INSTRUCTIONS TO FOLLOW:
Your answer is the lines below, exactly, from the one that contains "thumb ip: (184, 274)" through the one that contains "pinky pip: (300, 110)", both included.

INPUT MATERIAL:

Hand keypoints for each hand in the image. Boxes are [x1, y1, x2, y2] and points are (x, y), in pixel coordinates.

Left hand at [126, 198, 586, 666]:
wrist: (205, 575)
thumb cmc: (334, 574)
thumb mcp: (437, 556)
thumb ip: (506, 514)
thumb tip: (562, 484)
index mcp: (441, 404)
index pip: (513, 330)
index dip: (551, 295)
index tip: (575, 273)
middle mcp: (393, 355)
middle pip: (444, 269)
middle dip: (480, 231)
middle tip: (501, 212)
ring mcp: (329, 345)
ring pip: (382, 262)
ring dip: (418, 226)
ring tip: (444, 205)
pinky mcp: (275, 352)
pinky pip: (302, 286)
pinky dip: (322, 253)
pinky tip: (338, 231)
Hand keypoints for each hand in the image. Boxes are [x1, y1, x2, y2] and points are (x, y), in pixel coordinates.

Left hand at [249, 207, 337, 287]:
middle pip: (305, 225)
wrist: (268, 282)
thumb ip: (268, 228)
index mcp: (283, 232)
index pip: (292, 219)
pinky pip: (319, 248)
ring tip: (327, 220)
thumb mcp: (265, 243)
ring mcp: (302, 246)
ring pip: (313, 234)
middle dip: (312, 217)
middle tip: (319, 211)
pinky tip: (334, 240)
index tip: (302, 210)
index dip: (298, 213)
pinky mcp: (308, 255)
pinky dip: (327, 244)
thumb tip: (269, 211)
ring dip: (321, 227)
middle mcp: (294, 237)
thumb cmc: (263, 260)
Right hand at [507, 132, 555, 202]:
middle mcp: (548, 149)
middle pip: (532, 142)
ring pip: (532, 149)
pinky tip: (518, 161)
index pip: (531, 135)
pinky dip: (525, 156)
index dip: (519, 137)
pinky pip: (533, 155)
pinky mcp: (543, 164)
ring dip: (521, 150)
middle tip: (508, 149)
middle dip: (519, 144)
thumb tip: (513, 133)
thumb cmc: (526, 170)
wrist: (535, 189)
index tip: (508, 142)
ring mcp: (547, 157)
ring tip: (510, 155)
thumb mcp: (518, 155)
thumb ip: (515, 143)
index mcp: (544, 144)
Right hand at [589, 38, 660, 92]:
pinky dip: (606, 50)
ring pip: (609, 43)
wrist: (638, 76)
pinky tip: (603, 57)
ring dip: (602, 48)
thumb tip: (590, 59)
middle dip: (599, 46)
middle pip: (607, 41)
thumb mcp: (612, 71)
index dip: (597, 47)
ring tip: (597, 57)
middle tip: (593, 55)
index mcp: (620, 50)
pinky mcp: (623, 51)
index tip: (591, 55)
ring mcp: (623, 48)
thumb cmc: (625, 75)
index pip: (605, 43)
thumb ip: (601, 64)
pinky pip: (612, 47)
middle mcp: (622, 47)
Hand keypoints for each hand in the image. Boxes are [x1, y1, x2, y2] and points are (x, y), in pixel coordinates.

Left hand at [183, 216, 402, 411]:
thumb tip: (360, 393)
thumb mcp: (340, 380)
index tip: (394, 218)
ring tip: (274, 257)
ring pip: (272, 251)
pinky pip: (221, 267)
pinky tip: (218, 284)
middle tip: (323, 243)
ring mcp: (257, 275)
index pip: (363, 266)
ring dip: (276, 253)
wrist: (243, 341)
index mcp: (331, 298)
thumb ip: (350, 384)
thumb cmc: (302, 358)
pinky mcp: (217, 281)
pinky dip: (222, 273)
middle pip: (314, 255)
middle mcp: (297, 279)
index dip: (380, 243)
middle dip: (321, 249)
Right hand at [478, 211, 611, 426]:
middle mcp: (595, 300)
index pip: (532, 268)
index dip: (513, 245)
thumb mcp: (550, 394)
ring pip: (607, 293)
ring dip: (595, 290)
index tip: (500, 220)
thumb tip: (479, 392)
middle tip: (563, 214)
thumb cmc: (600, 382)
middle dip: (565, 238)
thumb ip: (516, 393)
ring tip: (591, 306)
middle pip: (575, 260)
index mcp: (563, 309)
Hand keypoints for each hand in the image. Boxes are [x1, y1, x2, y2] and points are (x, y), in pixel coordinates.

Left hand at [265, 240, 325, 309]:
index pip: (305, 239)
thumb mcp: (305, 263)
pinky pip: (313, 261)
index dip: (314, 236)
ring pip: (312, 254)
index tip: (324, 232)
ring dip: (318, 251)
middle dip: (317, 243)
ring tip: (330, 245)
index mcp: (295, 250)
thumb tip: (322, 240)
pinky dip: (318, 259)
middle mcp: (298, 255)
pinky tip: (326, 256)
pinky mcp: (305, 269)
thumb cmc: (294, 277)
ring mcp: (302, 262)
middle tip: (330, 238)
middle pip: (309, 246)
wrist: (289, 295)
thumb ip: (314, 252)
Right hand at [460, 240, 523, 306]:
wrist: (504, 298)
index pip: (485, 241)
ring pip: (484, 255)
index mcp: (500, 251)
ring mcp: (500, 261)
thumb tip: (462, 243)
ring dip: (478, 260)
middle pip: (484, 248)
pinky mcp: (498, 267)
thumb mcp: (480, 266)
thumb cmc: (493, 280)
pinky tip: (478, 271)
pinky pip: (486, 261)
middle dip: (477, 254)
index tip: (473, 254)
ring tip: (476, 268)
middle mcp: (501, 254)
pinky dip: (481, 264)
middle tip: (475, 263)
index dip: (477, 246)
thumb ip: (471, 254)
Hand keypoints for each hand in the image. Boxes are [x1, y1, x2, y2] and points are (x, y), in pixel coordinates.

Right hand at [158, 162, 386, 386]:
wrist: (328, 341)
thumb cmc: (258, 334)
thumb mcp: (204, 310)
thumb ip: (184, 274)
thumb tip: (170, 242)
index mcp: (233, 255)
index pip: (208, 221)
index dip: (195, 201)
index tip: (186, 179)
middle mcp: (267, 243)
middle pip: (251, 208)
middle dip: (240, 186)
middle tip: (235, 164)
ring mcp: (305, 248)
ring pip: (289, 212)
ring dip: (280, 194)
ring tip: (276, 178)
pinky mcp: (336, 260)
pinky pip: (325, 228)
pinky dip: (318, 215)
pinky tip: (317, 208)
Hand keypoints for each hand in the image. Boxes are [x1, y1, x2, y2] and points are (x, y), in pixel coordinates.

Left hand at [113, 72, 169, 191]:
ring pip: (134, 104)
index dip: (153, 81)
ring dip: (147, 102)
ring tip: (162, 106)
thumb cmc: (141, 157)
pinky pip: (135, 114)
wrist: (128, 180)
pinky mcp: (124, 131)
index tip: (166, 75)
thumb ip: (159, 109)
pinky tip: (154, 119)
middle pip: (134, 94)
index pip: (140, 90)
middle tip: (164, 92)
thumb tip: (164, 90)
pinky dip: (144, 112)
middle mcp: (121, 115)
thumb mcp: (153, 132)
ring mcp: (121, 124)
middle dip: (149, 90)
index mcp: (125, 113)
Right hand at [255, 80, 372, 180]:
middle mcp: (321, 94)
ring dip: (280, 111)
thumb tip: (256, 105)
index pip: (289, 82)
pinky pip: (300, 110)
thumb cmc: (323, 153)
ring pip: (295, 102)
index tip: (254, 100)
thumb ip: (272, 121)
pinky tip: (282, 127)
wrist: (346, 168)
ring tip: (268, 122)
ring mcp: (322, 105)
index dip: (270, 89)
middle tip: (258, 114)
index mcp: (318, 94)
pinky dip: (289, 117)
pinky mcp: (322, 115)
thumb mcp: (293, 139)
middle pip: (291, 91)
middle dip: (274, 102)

FINISHED EXERCISE:
thumb ip: (184, 274)
thumb tip: (170, 242)
index mcp: (233, 255)
index pip: (208, 221)
index dip: (195, 201)
index tip: (186, 179)
middle mcp: (267, 243)
middle pip: (251, 208)
middle dip: (240, 186)
middle tip: (235, 164)
ring mcp: (305, 248)
ring pip: (289, 212)
ring dip: (280, 194)
ring tip: (276, 178)
pinky mcp: (336, 260)
pinky pip: (325, 228)
pinky dip: (318, 215)
pinky tip: (317, 208)
Hand keypoints for each hand in the image. Boxes are [x1, y1, x2, y2] and points are (x, y), in pixel coordinates.

Left hand at [113, 72, 169, 191]:
ring pip: (134, 104)
index dip: (153, 81)
ring dip: (147, 102)
ring tip: (162, 106)
thumb cmc: (141, 157)
pinky pip: (135, 114)
wrist: (128, 180)
pinky mcp: (124, 131)
index tip: (166, 75)
thumb ip: (159, 109)
pinky tip: (154, 119)
middle pip: (134, 94)
index pip: (140, 90)
middle tip: (164, 92)
thumb tip: (164, 90)
pinky dip: (144, 112)
middle mcp: (121, 115)
thumb mcp: (153, 132)
ring mcp: (121, 124)
middle dip: (149, 90)
index mcp: (125, 113)
Right hand at [255, 80, 372, 180]:
middle mcp: (321, 94)
ring dip: (280, 111)
thumb tip: (256, 105)
index pip: (289, 82)
pinky pip: (300, 110)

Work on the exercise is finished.